Ich wünsche mir ständig, mehr Musik zu machen. Das macht mir Sorgen, ist aber auch gut. Ich wache morgens auf und faulenze nicht im Bett, sondern springe auf und renne ins Studio. Und wenn ich den ganzen Tag etwas Trockenes mache, wie den Fender Rhodes zu stimmen oder Synthesizer zu programmieren. Auch diese Sachen sind ein wichtiger Teil davon, elektronische Musik zu machen und dazuzulernen.
Einige Fans haben nach den Psych Rock-Exkursen auf deinem Label Pluto gefordert, dass du zu deinem früheren Garage-Sound zurückkehrst. Nimmst du ihre Kritik ernst?

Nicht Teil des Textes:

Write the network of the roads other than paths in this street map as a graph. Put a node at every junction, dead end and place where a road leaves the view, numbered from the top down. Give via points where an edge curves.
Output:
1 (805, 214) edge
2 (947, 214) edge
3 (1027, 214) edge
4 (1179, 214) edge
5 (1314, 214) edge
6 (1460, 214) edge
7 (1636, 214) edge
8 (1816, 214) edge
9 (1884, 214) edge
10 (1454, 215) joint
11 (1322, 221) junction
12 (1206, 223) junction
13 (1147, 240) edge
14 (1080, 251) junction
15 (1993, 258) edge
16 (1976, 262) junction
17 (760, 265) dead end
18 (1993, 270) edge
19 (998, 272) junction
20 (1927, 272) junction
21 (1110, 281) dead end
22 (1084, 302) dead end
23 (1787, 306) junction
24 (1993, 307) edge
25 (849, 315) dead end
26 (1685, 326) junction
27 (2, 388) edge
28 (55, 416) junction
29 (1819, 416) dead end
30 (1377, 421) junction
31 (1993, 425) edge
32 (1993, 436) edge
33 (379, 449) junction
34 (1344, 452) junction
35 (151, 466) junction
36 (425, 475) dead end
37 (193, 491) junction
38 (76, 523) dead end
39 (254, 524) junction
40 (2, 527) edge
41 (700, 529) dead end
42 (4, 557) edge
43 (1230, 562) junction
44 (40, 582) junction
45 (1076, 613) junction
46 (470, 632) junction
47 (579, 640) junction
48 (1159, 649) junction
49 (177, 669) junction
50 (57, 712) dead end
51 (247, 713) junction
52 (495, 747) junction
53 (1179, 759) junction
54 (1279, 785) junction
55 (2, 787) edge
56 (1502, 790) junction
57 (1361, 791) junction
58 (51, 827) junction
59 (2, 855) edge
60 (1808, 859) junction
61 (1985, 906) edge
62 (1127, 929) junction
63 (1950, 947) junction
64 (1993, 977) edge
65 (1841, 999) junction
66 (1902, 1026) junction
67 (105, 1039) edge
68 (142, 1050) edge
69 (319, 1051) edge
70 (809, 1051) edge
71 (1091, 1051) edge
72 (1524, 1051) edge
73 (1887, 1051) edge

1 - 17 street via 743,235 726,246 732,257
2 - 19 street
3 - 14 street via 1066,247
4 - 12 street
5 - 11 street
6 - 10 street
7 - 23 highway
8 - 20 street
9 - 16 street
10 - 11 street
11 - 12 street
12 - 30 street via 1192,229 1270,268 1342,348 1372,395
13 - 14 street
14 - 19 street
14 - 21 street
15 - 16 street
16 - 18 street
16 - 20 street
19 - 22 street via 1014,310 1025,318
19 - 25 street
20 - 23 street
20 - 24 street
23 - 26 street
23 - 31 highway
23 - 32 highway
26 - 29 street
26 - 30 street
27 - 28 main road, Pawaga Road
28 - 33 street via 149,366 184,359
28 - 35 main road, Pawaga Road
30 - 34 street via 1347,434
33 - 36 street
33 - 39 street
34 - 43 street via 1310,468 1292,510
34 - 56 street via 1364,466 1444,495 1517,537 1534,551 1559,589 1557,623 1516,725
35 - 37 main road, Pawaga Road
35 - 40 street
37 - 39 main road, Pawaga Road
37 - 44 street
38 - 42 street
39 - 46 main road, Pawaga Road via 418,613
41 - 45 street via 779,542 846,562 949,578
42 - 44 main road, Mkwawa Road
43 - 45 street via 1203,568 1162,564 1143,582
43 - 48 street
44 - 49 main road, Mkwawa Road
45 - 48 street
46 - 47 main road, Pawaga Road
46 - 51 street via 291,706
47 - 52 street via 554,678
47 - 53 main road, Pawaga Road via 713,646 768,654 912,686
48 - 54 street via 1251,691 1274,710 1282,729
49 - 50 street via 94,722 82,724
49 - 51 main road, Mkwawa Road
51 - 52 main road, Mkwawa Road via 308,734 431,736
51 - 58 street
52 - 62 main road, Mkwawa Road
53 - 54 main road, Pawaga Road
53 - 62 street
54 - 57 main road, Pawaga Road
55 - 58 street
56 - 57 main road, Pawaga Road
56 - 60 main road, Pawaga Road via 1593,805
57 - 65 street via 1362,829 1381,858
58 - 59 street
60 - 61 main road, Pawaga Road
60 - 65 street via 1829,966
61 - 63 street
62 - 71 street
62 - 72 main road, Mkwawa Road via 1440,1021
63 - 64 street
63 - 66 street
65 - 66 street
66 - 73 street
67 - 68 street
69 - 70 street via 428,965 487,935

Ich ignoriere das komplett. Die Vorstellung, dass mir jemand sagt, was ich machen soll, ist erstaunlich. Nicht nur, weil das vielleicht weh tut. Es ist so bizarr, jemandem zu sagen: Ich mag deine neue Musik nicht, aber deine alte. Gut, dann hör sie nicht! So bescheuert! Das ist halt Teil der künstlerischen Entwicklung. Ich will nicht arrogant klingen und auf der anderen Seite ist es natürlich schön, positive Reaktionen zu kriegen. Wobei ich mir da auch oft denke: Freut mich, aber ich denke schon wieder an ein ganz anderes Projekt, das euch bestimmt nicht gefallen wird. »Super, dass du zurück auf dem Dancefloor bist.« – »Tja, jetzt werde ich wieder eine Psych-Rock-Platte machen.« [lacht] Es ist eine Lose-Lose-Situation, ich nehme ihre Enttäuschung wieder vorweg.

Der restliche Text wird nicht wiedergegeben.